Die am Dienstag in einem weiteren Generalstreik gipfelnden Proteste gegen die Massenentlassungen waren bis Mittwochnacht unverändert fortgesetzt worden. Wie bereits an den beiden Abenden zuvor hatten Tausende bereits gekündigte und von der Kündigung Bedrohte vor dem Parlament gegen das Gesetz protestiert, das ihnen den Absturz in die Armut garantiert. Und auch am Donnerstag, anlässlich des Besuchs des deutschen Finanzministers Wolfgang Schäuble in Athen, gingen die Proteste weiter.

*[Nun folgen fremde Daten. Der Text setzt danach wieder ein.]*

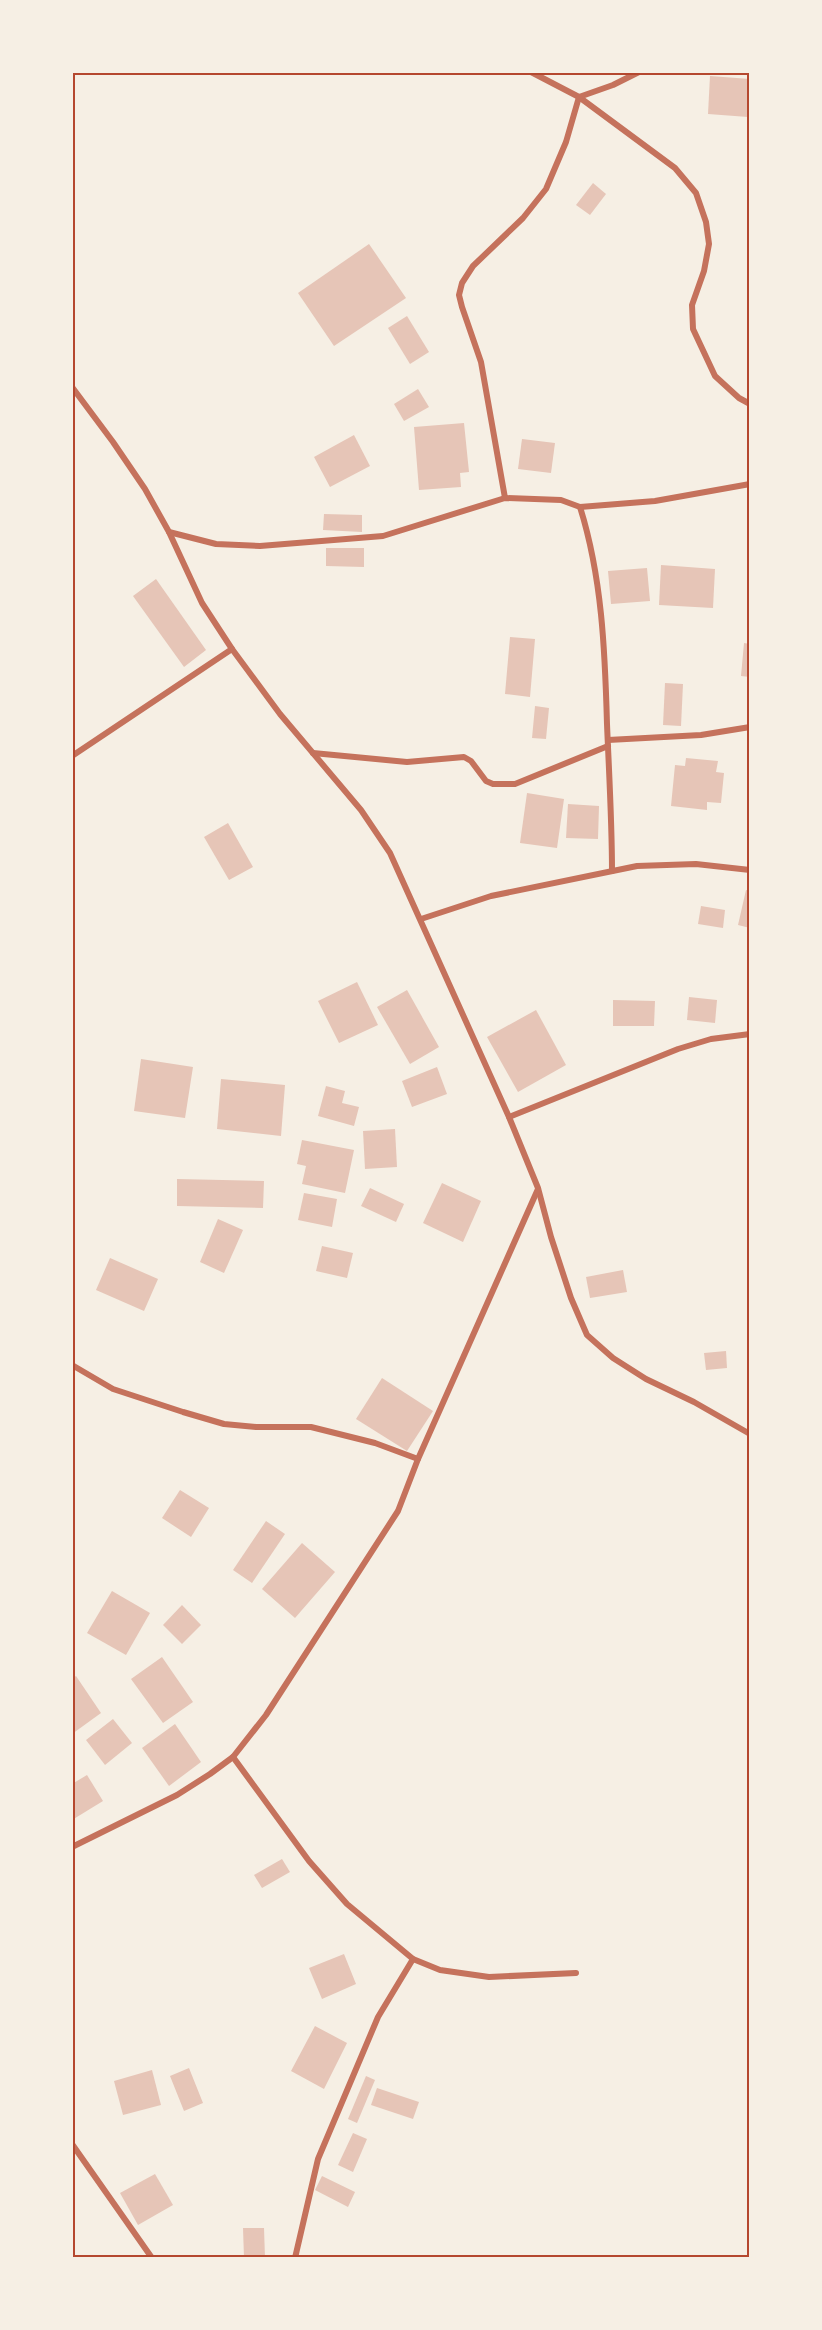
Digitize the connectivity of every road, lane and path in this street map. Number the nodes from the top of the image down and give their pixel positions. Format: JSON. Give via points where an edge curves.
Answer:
{"nodes":[{"id":1,"x":531,"y":72,"type":"edge"},
{"id":2,"x":639,"y":72,"type":"edge"},
{"id":3,"x":579,"y":97,"type":"junction"},
{"id":4,"x":72,"y":387,"type":"edge"},
{"id":5,"x":750,"y":404,"type":"edge"},
{"id":6,"x":750,"y":484,"type":"edge"},
{"id":7,"x":505,"y":498,"type":"junction"},
{"id":8,"x":580,"y":507,"type":"junction"},
{"id":9,"x":169,"y":532,"type":"junction"},
{"id":10,"x":232,"y":649,"type":"junction"},
{"id":11,"x":750,"y":727,"type":"edge"},
{"id":12,"x":608,"y":743,"type":"junction"},
{"id":13,"x":313,"y":753,"type":"junction"},
{"id":14,"x":72,"y":756,"type":"edge"},
{"id":15,"x":750,"y":870,"type":"edge"},
{"id":16,"x":612,"y":871,"type":"junction"},
{"id":17,"x":421,"y":919,"type":"junction"},
{"id":18,"x":750,"y":1034,"type":"edge"},
{"id":19,"x":509,"y":1117,"type":"junction"},
{"id":20,"x":538,"y":1188,"type":"junction"},
{"id":21,"x":72,"y":1365,"type":"edge"},
{"id":22,"x":750,"y":1434,"type":"edge"},
{"id":23,"x":418,"y":1459,"type":"junction"},
{"id":24,"x":233,"y":1757,"type":"junction"},
{"id":25,"x":72,"y":1847,"type":"edge"},
{"id":26,"x":413,"y":1959,"type":"junction"},
{"id":27,"x":576,"y":1973,"type":"dead end"},
{"id":28,"x":72,"y":2144,"type":"edge"},
{"id":29,"x":152,"y":2258,"type":"edge"},
{"id":30,"x":295,"y":2258,"type":"edge"}],
"edges":[{"from":1,"to":3,"type":"street"},
{"from":2,"to":3,"type":"street"},
{"from":3,"to":5,"type":"street","via":[[675,168],[696,193],[709,244],[692,305],[693,329],[715,376]]},
{"from":3,"to":7,"type":"street","via":[[546,189],[523,218],[473,266],[459,294],[481,362]]},
{"from":4,"to":9,"type":"street","via":[[132,471]]},
{"from":6,"to":8,"type":"street","via":[[655,501]]},
{"from":7,"to":8,"type":"street","via":[[561,500]]},
{"from":7,"to":9,"type":"street","via":[[383,536],[260,546],[216,544]]},
{"from":8,"to":12,"type":"street","via":[[596,577]]},
{"from":9,"to":10,"type":"street","via":[[202,603]]},
{"from":10,"to":13,"type":"street"},
{"from":10,"to":14,"type":"street"},
{"from":11,"to":12,"type":"street"},
{"from":12,"to":13,"type":"street","via":[[556,769],[505,785],[486,781],[464,757],[407,762]]},
{"from":12,"to":16,"type":"street"},
{"from":13,"to":17,"type":"street","via":[[361,810],[390,853]]},
{"from":15,"to":16,"type":"street","via":[[662,863]]},
{"from":16,"to":17,"type":"street","via":[[491,896]]},
{"from":17,"to":19,"type":"street"},
{"from":18,"to":19,"type":"street","via":[[711,1039],[678,1049]]},
{"from":19,"to":20,"type":"street"},
{"from":20,"to":22,"type":"street","via":[[571,1299],[587,1335],[613,1359]]},
{"from":20,"to":23,"type":"street"},
{"from":21,"to":23,"type":"street","via":[[113,1389],[224,1424],[311,1427],[366,1440]]},
{"from":23,"to":24,"type":"street","via":[[398,1511],[266,1715]]},
{"from":24,"to":25,"type":"street","via":[[177,1795]]},
{"from":24,"to":26,"type":"street","via":[[309,1861],[347,1904]]},
{"from":26,"to":27,"type":"street","via":[[440,1970],[489,1977]]},
{"from":26,"to":30,"type":"street","via":[[378,2017],[318,2159]]},
{"from":28,"to":29,"type":"street"}]}
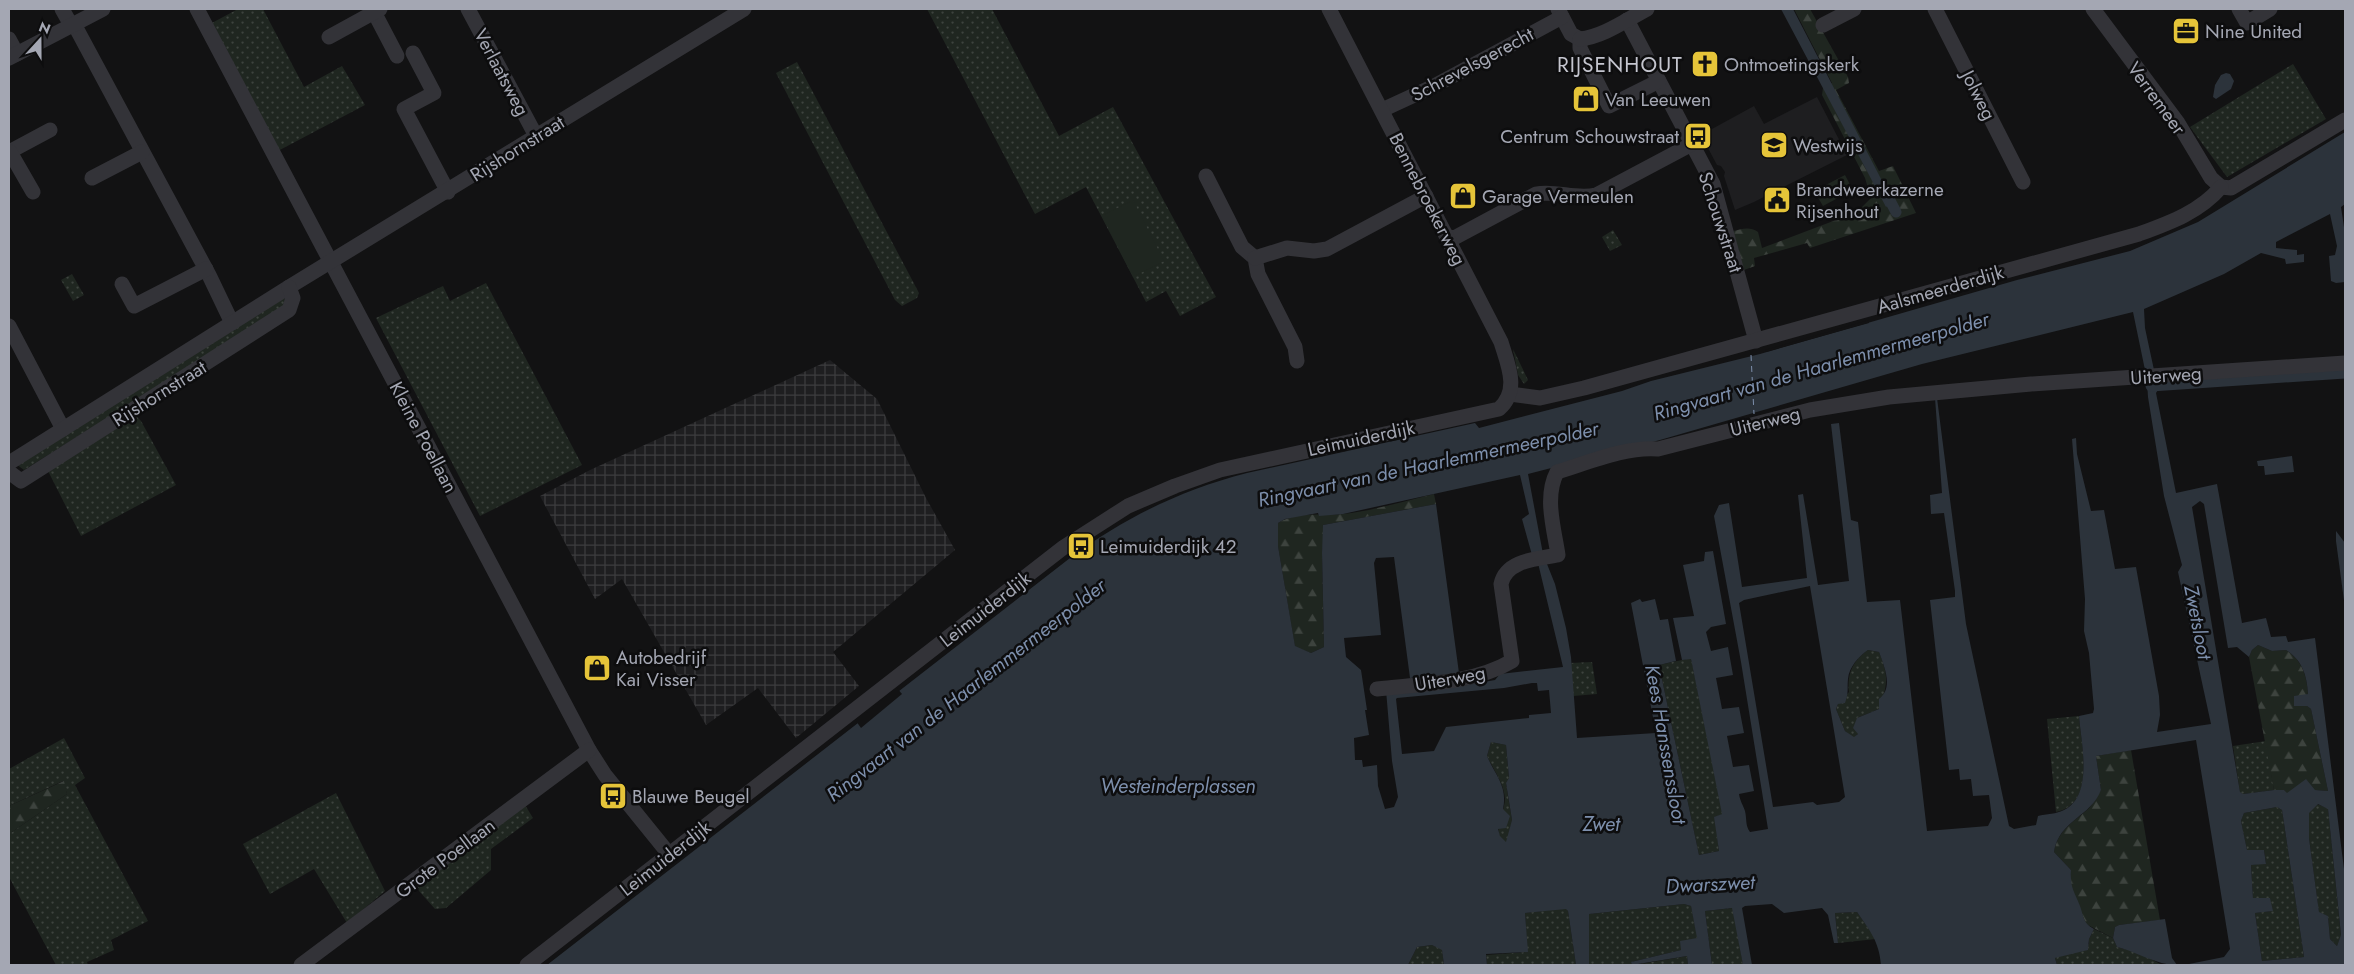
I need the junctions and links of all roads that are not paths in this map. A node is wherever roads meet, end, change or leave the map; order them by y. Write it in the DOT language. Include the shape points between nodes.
graph roads {
  1 [pos="62,9"];
  2 [pos="103,9"];
  3 [pos="196,9"];
  4 [pos="468,9"];
  5 [pos="744,9"];
  6 [pos="1329,9"];
  7 [pos="1647,9"];
  8 [pos="1854,9"];
  9 [pos="1935,9"];
  10 [pos="2092,9"];
  11 [pos="2240,9"];
  12 [pos="2270,9"];
  13 [pos="377,10"];
  14 [pos="1560,13"];
  15 [pos="725,14"];
  16 [pos="1627,20"];
  17 [pos="73,24"];
  18 [pos="1823,24"];
  19 [pos="329,37"];
  20 [pos="9,39"];
  21 [pos="1580,39"];
  22 [pos="413,53"];
  23 [pos="13,56"];
  24 [pos="397,56"];
  25 [pos="1659,81"];
  26 [pos="1382,110"];
  27 [pos="2345,120"];
  28 [pos="50,130"];
  29 [pos="536,136"];
  30 [pos="1692,144"];
  31 [pos="9,152"];
  32 [pos="142,152"];
  33 [pos="1206,176"];
  34 [pos="92,178"];
  35 [pos="2023,182"];
  36 [pos="2221,187"];
  37 [pos="33,192"];
  38 [pos="448,192"];
  39 [pos="1426,196"];
  40 [pos="1448,237"];
  41 [pos="1255,258"];
  42 [pos="331,261"];
  43 [pos="206,269"];
  44 [pos="122,284"];
  45 [pos="289,287"];
  46 [pos="232,323"];
  47 [pos="9,326"];
  48 [pos="1756,341"];
  49 [pos="1298,361"];
  50 [pos="2345,364"];
  51 [pos="1510,394"];
  52 [pos="63,429"];
  53 [pos="9,463"];
  54 [pos="9,472"];
  55 [pos="1377,689"];
  56 [pos="589,750"];
  57 [pos="669,854"];
  58 [pos="302,965"];
  59 [pos="527,965"];
  1 -- 17 [label="street"];
  2 -- 17 [label="street"];
  3 -- 42 [label="street, Kleine Poellaan"];
  4 -- 29 [label="street, Verlaatsweg"];
  5 -- 15 [label="street, Rijshornstraat"];
  6 -- 26 [label="street, Bennebroekerweg"];
  7 -- 16 [label="street"];
  8 -- 18 [label="street"];
  9 -- 35 [label="street, Jolweg"];
  10 -- 36 [label="street, Verremeer" via="2178,124 2211,178"];
  11 -- 12 [label="street" via="2247,23"];
  13 -- 19 [label="street"];
  13 -- 24 [label="street"];
  14 -- 21 [label="street" via="1571,34"];
  14 -- 26 [label="street, Schrevelsgerecht" via="1434,86"];
  15 -- 29 [label="street, Rijshornstraat"];
  16 -- 21 [label="street"];
  16 -- 25 [label="street, Schouwstraat"];
  17 -- 23 [label="street"];
  17 -- 32 [label="street"];
  20 -- 23 [label="street"];
  21 -- 25 [label="street" via="1580,48 1609,106"];
  22 -- 38 [label="street" via="434,93 404,109"];
  25 -- 30 [label="street, Schouwstraat"];
  26 -- 39 [label="street, Bennebroekerweg"];
  27 -- 36 [label="street, Aalsmeerderdijk" via="2231,188"];
  28 -- 31 [label="street"];
  29 -- 38 [label="street, Rijshornstraat"];
  30 -- 40 [label="street" via="1596,195 1586,198 1547,192 1536,194 1454,238"];
  30 -- 48 [label="street, Schouwstraat" via="1718,198"];
  31 -- 37 [label="street"];
  32 -- 34 [label="street"];
  32 -- 43 [label="street"];
  33 -- 41 [label="street" via="1242,247"];
  36 -- 48 [label="street, Aalsmeerderdijk" via="2196,209 2139,234"];
  38 -- 42 [label="street, Rijshornstraat"];
  39 -- 40 [label="street, Bennebroekerweg"];
  39 -- 41 [label="street" via="1326,249 1314,252 1287,248"];
  40 -- 51 [label="street, Bennebroekerweg" via="1501,342 1510,370"];
  41 -- 49 [label="street" via="1258,274 1295,346"];
  42 -- 45 [label="street, Rijshornstraat"];
  42 -- 56 [label="street, Kleine Poellaan"];
  43 -- 44 [label="street" via="134,306"];
  43 -- 46 [label="street"];
  45 -- 46 [label="street, Rijshornstraat"];
  45 -- 54 [label="street, Rijshornstraat" via="293,298 289,310 22,481"];
  46 -- 52 [label="street, Rijshornstraat"];
  47 -- 52 [label="street"];
  48 -- 51 [label="street, Aalsmeerderdijk" via="1552,396 1540,398"];
  50 -- 55 [label="street, Uiterweg" via="1889,397 1810,410 1658,449 1608,456 1557,472 1551,484 1550,498 1558,555 1513,566 1503,576 1501,584 1512,661 1498,669 1465,678"];
  51 -- 57 [label="street, Leimuiderdijk" via="1499,409 1220,470 1128,506 1064,547"];
  52 -- 53 [label="street, Rijshornstraat"];
  56 -- 57 [label="street, Kleine Poellaan" via="605,775"];
  56 -- 58 [label="street, Grote Poellaan"];
  57 -- 59 [label="street, Leimuiderdijk"];
}
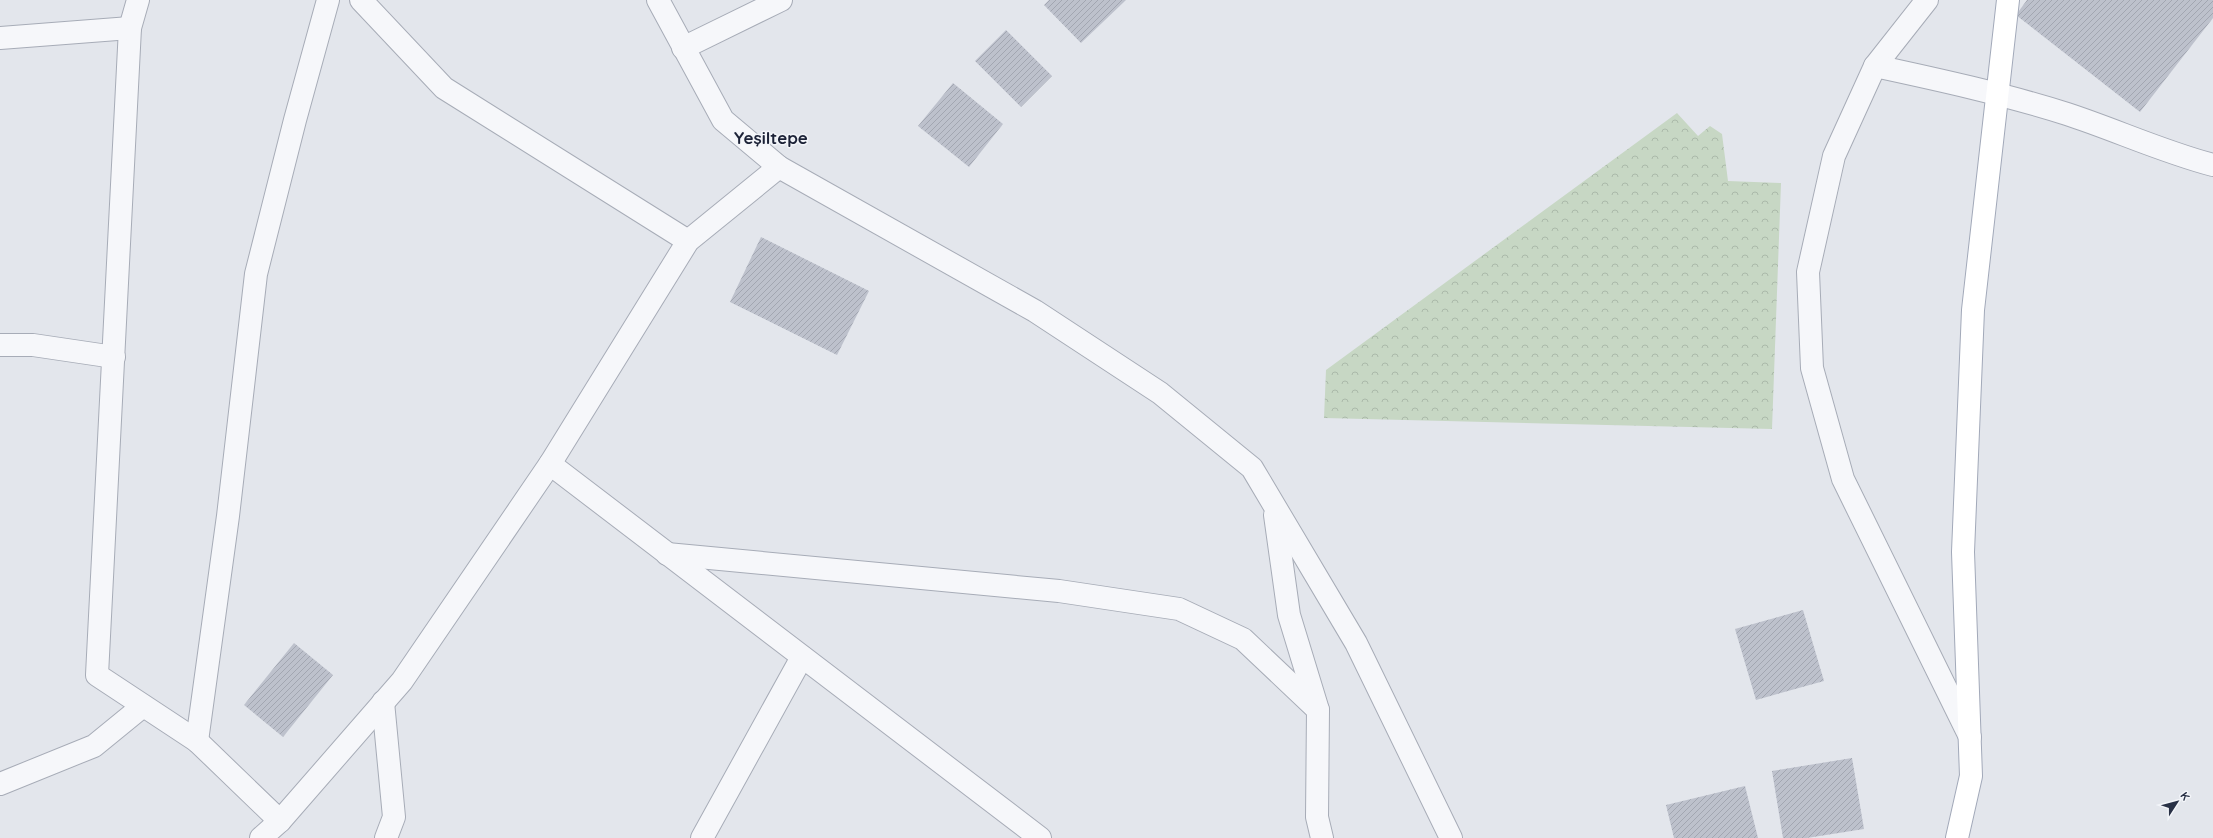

Diesen Besuch eines der offensivsten Vertreter der Griechenland aufgezwungenen Austeritätspolitik nutzte die griechische Linkspartei SYRIZA dazu, ihrerseits an ausstehende Schulden der führenden EU-Nation Deutschland gegenüber dem krisengebeutelten Mittelmeerland zu erinnern. SYRIZA-Vorsitzender Alexis Tsipras hatte anlässlich des Besuchs von Schäuble um einen Termin bei Staatspräsident Karolos Papoulias gebeten. Diesem erläuterte er am Donnerstagmittag die Forderung seiner Partei, die griechische Regierung solle Deutschland zur Begleichung eines milliardenschweren Zwangsdarlehens aus der Zeit der Nazibesatzung und zur Entschädigung für die von den deutschen Faschisten begangenen Kriegsverbrechen bewegen. »Es kann nicht sein, dass diejenigen, die Griechenland regieren, öffentlich die Schulden unseres Landes gegenüber den großen Fonds und den Banken anerkennen, aber die Schulden Deutschlands gegenüber dem griechischen Volk nicht«, sagte Tsipras nach dem Treffen mit Papoulias. Wenn die Regierung nicht gewillt sei, die Begleichung dieser Schulden einzufordern, so werde dies in Kürze das Volk selbst tun, indem es eine andere Regierung an die Macht bringe, fügte der SYRIZA-Vorsitzende hinzu. Bei seinem Besuch beim Staatspräsidenten wurde Tsipras von Manolis Glezos begleitet, dem griechischen Nationalhelden, der 1941 zusammen mit Apostolos Santas die Hakenkreuzfahne von der besetzten Athener Akropolis gerissen hatte.